First, our interaction with technology has primarily been limited to touch based or audio/visual interactions. The missing piece for the end users is the 360-degree immersive experience that can blur out the difference between reality and simulated environment. This blur has a profound impact on the experience and satisfaction on how we play computer games, how we use learning and communication tools, or how we experience entertainment and retail environments.
Microsoft’s Hololens, Sony’s Project Morpheus and Facebook’s Oculus Rift are all moving towards the future of immersive gaming experiences. It doesn’t just stop there, the immersive environment is becoming more and more context-aware – the systems are learning what we do, how we do and when we do things. This experience is not just limited to visual cues or contextual awareness; even 360-degrees of surround sound will be the reality. Imagine the front row seats to your favorite musical concert with audio quality you have never experienced before – right in your living room.
But this new, augmented virtual reality requires a connection to the digital world. Similar to a smartphone, without an Internet connection there is a big gap in the experience – the social interaction is missing, even personalization and context awareness is missing. These devices, predicted to be over 25 million of them by 2018 would be mostly Internet-enabled. Ready to be updated with the latest features and functionalities over-the-air. Some even predict the revenue generated from VR/AR to be over $150 billion by 2020 and that they will be the go-to gadgets that will ultimately replace our smartphones.

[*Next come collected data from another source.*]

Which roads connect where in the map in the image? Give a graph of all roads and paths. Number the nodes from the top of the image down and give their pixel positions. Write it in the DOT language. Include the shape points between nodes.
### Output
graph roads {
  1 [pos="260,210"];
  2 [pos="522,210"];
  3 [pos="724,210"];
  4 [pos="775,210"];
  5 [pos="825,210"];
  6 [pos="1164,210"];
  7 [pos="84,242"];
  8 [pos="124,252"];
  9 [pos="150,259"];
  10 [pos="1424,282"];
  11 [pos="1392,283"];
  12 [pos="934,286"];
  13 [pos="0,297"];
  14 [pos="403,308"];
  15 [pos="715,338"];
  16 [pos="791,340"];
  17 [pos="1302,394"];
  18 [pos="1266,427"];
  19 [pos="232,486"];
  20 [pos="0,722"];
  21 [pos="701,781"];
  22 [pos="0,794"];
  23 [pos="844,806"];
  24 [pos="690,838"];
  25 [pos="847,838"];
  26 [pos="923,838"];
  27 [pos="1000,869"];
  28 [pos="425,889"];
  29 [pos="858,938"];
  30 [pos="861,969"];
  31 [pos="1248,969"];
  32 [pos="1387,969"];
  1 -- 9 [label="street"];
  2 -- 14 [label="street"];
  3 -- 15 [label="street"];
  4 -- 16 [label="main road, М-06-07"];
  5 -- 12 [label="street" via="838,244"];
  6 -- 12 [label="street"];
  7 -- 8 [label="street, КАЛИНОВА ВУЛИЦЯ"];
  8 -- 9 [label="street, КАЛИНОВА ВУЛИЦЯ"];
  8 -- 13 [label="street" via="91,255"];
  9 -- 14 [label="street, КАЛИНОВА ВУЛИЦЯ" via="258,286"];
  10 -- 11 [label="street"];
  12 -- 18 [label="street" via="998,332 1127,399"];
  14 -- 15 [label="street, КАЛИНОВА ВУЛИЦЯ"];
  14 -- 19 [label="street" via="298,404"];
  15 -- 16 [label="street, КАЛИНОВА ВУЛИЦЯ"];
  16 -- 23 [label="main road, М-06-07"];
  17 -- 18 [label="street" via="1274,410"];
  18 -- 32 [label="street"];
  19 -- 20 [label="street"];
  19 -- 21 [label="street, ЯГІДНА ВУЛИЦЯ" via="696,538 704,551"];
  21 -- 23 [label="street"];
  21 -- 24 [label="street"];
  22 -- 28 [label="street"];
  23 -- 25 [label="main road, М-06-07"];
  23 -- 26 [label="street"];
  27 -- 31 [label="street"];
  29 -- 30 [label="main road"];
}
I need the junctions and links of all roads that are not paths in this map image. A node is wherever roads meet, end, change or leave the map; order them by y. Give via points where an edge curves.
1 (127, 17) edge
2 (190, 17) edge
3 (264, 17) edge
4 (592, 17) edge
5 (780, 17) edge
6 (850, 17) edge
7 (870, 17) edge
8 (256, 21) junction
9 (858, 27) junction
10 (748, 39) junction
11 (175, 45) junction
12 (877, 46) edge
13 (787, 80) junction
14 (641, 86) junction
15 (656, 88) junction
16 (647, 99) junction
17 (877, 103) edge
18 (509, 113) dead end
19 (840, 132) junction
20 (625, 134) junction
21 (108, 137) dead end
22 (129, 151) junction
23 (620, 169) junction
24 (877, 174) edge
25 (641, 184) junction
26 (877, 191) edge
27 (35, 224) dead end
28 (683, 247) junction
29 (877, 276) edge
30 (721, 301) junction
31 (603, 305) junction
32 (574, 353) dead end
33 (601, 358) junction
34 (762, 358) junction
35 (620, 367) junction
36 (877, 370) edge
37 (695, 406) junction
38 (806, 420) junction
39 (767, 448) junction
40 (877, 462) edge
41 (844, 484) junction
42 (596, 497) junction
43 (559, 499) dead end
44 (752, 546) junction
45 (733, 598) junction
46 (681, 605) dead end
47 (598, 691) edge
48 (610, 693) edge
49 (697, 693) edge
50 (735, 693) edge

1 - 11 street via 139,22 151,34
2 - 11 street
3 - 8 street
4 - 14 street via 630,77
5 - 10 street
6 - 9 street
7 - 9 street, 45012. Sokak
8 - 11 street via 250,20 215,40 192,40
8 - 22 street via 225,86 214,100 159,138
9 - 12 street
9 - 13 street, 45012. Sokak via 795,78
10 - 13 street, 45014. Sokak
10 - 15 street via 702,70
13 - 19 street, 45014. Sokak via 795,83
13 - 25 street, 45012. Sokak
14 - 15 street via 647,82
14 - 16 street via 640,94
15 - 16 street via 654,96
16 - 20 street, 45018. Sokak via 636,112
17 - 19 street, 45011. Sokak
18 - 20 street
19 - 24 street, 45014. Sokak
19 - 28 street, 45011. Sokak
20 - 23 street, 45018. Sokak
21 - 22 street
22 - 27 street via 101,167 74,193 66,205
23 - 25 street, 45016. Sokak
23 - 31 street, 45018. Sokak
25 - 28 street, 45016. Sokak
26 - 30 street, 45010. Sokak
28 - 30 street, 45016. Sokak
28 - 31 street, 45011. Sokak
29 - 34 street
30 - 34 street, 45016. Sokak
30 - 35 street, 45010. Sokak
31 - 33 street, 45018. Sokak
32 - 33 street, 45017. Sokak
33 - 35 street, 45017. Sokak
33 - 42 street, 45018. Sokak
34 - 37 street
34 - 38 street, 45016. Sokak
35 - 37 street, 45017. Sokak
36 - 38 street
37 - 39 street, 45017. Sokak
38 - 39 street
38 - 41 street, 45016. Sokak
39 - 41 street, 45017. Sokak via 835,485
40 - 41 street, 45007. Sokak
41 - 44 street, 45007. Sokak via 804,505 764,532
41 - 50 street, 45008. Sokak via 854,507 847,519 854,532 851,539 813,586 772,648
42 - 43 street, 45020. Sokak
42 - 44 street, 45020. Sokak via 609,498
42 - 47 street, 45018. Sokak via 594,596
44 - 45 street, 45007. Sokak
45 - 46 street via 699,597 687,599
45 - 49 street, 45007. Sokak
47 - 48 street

So why hasn’t this technology become mainstream yet?
There are three main factors that are affecting VR/AR becoming more commercialized and readily available:
- Cost – the technology is not cheap currently and has a reliance on high-end powerful computers that it needs to be tethered to. As the research continues and many more users start getting access to cheaper but powerful computers VR/AR gadgets will become mainstream.
- Size – the VR/AR headsets are bulky in and may not be the most comfortable gadgets to carry around. Unlike smartphones they currently don’t fit it pockets/wrist – which could cause social discomfort.
- Content — the lack of targeted content tailored for these devices is also affecting the adoption of VR/AR technology. Original content owners – gaming companies, app developers and even rich media providers are cautious about their foray into VR content. The hardware manufacturers will have to lead the way with new content titles to drive up adoption.
VR has been around for a while now – introduced by Sega Systems as 3D glasses for the first time in the 1980’s. The glasses were not a big success, but it set the groundwork for future technology. In 1995, Nintendo tried to enter this space with 3D glasses and games tailored for it, but again due to lack of industry adoption, new game excitement fizzled its entry.
Fast-forward to today, what has changed from the past is not just the technology, but also the industry support, research dollars and the urge to make it successful this time around. As the innovators make improvements to these areas, more and more people will start getting comfortable with this new technology in social environments. Opening up new avenues for our digital experiences consumption habits and trends. Be it gaming, communication, entertainment and movies, shopping or learning – VR/AR is the technology of the future providing a truly immersive experience never before thought possible.